Grim thrust two fingers deep into the boy’s body and Sebastian cried out again. This time it didn’t sound afraid and James began to relax. Sure, he sometimes lost control over himself and bit Sebastian, but it wasn’t every time, and the boy seemed to be all right with it.
If he really had a problem with it, he’d leave, after all. James wasn’t forcing him to stick with him – it was Sebastian who had insisted on staying, following him around for weeks and then insisting he was going to be his sidekick or something.
Then, as Grim shifted forward, sliding his cock deep into Sebastian’s body, the boy slipped his arms around the vampire’s neck. Moaning deep in his throat with pleasure, Sebastian leaned up to kiss him.
Grim turned his face away from the kiss, grabbing the boy by the shoulders and pushing him back down again. “Stop that,” he growled, giving a harder thrust with his hips that brought another cry to Sebastian’s lips.
The watcher swallowed faintly, feeling a faint swell of shame inside him – which wasn’t helped when the ghost standing beside him clucked his tongue. “Not too nice, are you?”
“No one ever said I was nice,” James said, though without much heat. He folded his arms and glared at the passionate scene in front of him as the pace of the thrusts increased. Grim bit at Sebastian’s skin again and again as he thrust mercilessly, holding the boy’s arms down against the bed.
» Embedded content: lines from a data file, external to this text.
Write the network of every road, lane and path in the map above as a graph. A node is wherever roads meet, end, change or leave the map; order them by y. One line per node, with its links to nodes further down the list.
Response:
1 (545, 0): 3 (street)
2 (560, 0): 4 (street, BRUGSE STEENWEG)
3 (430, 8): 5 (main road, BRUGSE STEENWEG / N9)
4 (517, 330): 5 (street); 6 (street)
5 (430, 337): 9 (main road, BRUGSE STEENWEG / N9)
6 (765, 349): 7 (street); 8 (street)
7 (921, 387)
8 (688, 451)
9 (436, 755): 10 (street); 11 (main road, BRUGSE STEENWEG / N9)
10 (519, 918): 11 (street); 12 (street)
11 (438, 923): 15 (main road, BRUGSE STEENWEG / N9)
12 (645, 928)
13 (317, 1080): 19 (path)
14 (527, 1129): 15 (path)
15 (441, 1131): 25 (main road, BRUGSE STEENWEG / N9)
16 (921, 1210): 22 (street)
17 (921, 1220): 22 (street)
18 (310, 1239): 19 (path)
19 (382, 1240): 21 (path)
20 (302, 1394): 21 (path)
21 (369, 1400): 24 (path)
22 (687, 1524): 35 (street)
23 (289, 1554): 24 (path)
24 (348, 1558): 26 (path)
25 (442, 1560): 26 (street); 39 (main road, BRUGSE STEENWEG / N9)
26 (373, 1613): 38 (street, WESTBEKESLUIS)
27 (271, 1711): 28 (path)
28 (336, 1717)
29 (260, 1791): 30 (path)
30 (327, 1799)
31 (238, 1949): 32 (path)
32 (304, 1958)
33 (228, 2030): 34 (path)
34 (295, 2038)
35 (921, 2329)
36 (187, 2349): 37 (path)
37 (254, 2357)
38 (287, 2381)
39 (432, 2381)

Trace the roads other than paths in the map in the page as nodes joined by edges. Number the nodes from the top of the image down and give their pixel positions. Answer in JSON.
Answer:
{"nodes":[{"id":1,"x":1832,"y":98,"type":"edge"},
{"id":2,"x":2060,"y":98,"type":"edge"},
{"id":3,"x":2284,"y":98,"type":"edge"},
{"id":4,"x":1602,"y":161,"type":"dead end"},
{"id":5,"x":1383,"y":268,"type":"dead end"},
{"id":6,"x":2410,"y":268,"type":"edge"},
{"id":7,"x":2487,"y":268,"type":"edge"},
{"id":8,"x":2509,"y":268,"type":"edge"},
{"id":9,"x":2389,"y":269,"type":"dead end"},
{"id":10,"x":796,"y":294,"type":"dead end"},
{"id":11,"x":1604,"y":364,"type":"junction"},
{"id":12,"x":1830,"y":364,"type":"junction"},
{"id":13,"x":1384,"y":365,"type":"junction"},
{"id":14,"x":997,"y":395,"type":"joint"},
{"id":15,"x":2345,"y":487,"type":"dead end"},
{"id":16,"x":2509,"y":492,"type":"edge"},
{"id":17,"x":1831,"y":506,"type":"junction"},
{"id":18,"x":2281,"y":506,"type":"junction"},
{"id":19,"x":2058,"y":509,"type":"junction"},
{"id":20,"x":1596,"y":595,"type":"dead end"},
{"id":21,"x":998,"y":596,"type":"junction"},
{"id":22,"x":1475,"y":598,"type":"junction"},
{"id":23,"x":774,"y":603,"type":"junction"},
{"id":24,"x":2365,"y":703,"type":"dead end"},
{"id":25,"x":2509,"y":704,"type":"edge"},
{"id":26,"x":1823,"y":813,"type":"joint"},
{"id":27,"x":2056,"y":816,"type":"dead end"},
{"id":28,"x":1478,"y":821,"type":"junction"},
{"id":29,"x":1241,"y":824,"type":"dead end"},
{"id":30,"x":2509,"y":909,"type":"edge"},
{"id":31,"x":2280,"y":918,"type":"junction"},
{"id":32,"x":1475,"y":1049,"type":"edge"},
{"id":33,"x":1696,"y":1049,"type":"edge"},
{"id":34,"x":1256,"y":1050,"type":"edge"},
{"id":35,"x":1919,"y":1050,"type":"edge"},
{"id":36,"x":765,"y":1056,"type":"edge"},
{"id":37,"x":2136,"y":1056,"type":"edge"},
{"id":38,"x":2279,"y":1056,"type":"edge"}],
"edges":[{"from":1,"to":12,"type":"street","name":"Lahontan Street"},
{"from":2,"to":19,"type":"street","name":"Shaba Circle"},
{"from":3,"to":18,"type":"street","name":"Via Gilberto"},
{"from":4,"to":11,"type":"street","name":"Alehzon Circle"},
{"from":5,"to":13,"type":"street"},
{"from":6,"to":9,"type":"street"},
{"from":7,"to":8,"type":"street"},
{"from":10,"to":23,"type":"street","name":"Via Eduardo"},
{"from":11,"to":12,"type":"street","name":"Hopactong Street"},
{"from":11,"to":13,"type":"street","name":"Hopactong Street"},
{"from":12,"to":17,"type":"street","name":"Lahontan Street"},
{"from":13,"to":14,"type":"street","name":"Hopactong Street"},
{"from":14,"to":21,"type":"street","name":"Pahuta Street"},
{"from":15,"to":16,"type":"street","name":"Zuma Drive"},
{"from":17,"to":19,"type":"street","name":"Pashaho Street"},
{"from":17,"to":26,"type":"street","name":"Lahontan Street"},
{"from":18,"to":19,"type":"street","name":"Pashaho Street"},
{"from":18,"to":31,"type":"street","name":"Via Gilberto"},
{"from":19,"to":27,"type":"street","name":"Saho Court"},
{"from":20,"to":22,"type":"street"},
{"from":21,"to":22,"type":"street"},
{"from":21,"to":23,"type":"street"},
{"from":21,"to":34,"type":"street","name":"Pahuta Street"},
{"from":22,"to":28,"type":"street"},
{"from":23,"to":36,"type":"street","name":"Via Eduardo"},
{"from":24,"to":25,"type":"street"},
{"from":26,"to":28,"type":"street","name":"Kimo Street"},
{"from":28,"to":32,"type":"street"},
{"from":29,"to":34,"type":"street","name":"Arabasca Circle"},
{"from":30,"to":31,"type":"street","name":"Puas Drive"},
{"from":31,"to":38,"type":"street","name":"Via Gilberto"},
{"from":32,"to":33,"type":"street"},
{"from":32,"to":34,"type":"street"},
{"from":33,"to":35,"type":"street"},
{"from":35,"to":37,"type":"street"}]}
Sebastian writhed and cried out, and James could hear both pain and pleasure in the boy’s sounds, both fear and passion. Why does he put up with this? James thought in growing dismay as he watched the small blood flowers blooming all over the boy’s chest and throat.
“No, no one ever said that,” the ghost agreed.
James glanced at him sharply as the two lovers moved to their near-simultaneous completion, Sebastian’s cries peaking as ecstasy won out over the discomfort he was certainly feeling. “I have a question for you, ghost,” James said.
The ghost glanced at him, eyebrows rising towards his sandy-coloured hairline. “Ask away, James. I’ll answer if I can.”
James clenched his fists against his upper arms, his eyes narrowing. The sounds from the bed had quieted and he paid them no mind. “How can you stand here and pretend to be Sebastian? Sebastian’s not dead – he’s right over there. This whole thing you’ve been showing me happened last night. So you can’t possibly be Sebastian, can you?”
The ghost laughed. It was so much like Sebastian’s bright, cheerful laugh that it was almost painful to hear. “You’re right, I’m not Sebastian,” he said. “But I thought this form might please you. How about this?” In a blink, Jacob Marley was standing before him, not bound in chains, but strong and vital and fairly glowing with a recent feeding.
“Or does this ease your mind more?” Suddenly he was a tall, willowy man, glowing white from within.
Then he was Sebastian again, grinning up at James cheekily. “Does it really matter what I look like?”
“I guess not,” James muttered.
Sebastian was disentangling himself from the covers and Grim’s tired grasp. “Where are you going, kid?” Grim asked irritably, catching the boy by the hand.
Sebastian just turned to smile at him. “Just going to clean up a bit James. I’ll be right back.”
Grim grunted something noncommittal and withdrew his hand, and Sebastian went into the small water closet adjoining the room, closing the door behind him.
To James’ surprise, he found himself following the boy. He passed right through the door and found the boy leaning on the washbasin, his eyes shut tightly, his breathing rapid and shallow.
“What’s wrong with him?” James exclaimed in concern, reaching for the boy’s shoulder, but again it passed right through with no reaction.
“What do you think, James?” the ghost asked softly. In stark contrast to his attitude thus far, his voice had shifted into a sorrowful tone.
With shaking hands, the boy wet a towel and began to rub at the wounds all over his chest, arms and neck. Thanks to James’ vampire saliva, most of the small bites were already closed, leaving nothing behind but a bit of blood. Sebastian winced as he scrubbed at the blood on his still-healing throat.
Suddenly James saw Sebastian in a way he had never seen him before. He saw the weakness, the pallor he had always assumed was simply a hold-over from the boy’s hard life on the streets. And now he understood that it was the pale skin of a boy under too much strain as the blood servant of an over-demanding vampire.
It made him feel sick to his stomach.
Sebastian dropped the bloody towel into the basin, swayed and caught himself, then sank to the floor in a graceless motion.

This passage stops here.